Common Dog Ectoparasites to Watch Out For

One of the worst things that can happen to your beloved pet is seeing it waste away because of a preventable condition. Ectoparasite infestation can be prevented and will help save your pet’s life.

These are the common canine ectoparasites, or parasites that thrive on the skin, you need to be aware of.


Most dogs at one point in their lives would likely have fleas on their skin. These parasites feed mainly on your pet’s blood. They multiply fast, some females even lay eggs on the furniture and survive for a long time. Most dogs will not show any symptoms until the infestation becomes significant, but there are subtle signs such as skin irritation, hair loss, and inflamed or infected skin. Sometimes this will depend on the sensitivity of your pet. When treating fleas, do not forget to inspect and treat your furniture as well to prevent future infestations.

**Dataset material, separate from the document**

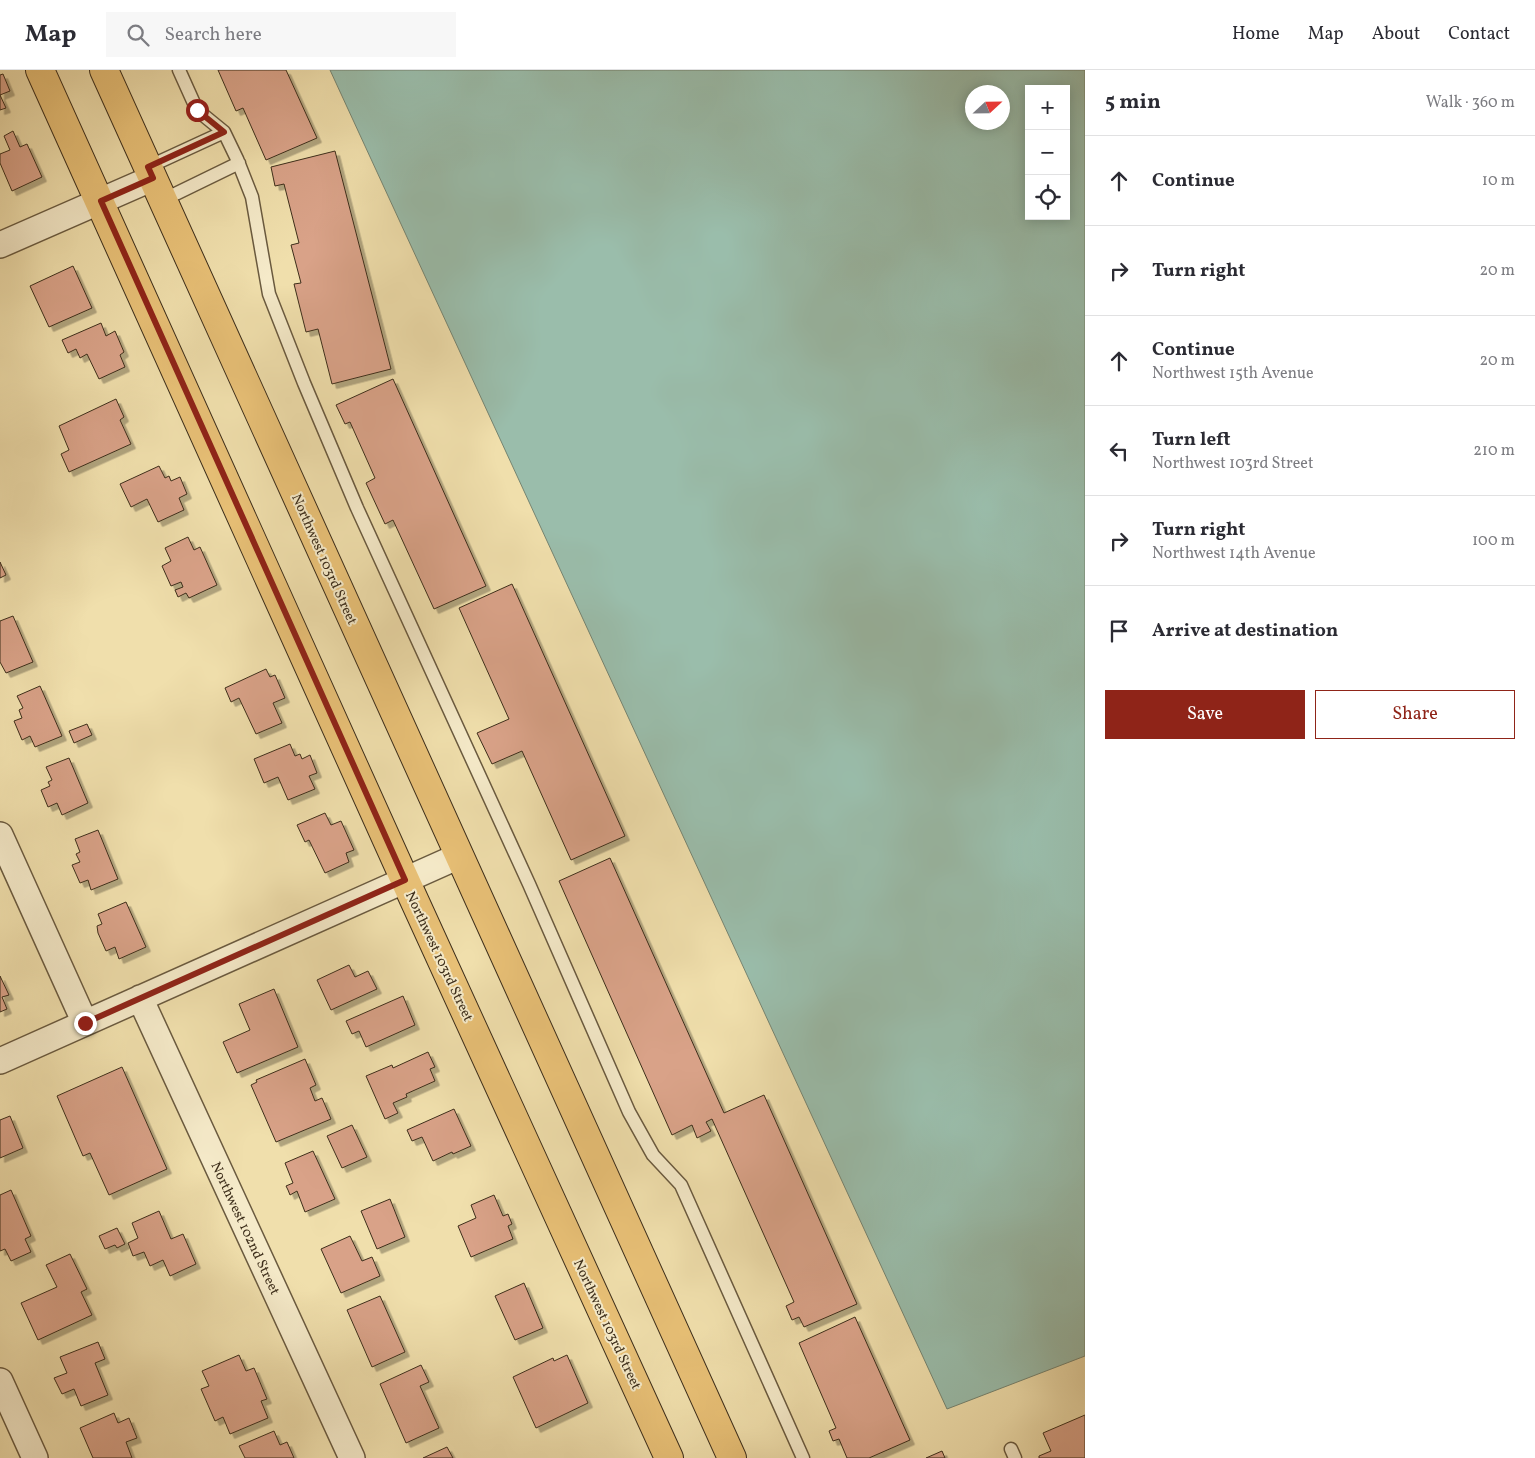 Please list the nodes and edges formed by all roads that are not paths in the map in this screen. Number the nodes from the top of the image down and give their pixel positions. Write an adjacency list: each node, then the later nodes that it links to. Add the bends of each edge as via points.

There are several forms of mites that can affect your dog’s health. One such mite is the demodex. In some dogs, there will be no visible symptoms, but if there are, the treatment can be very difficult. Your pet will experience thinning of the hair and the appearance of a thick, scaly skin. The affected areas are very itchy and can become infected if there are lesions.

Another type is the fox or sarcoptes mite which is responsible for the condition called scabies. The skin becomes very itchy because the mites burrow into the skin to lay eggs. The third type is cheyletiella mites that can often be found on the skin surface. Your dog will appear to have scabby and crusty skin but the itchiness and irritation is not as bad as with the other mites.

Harvest Mites

These mites are often found in between the toes of your dog as well as the legs, tummy, and ears. Sometimes your pet will show no discomfort, but it can be a problem if there are reddish or orange patches on the skin and itchiness. These mites are often acquired in infested vegetation.


Ticks not only affect dogs, but they can also affect humans and other animals. Some varieties of ticks are responsible for transmitting diseases, while the less harmful varieties will only cause skin irritation and local infection at most. However, this should not be an excuse to avoid prevention. Ticks on dogs cannot be transmitted to humans, but your pet can acquire them from vegetation.


The lice you see on dogs is different from that of the humans’, so don’t worry about getting infected. If the infection is mild, the dog will show no symptoms, but a heavy infestation can lead to anemia. Dogs with lice problems often have hair loss, itchiness, and dry coats.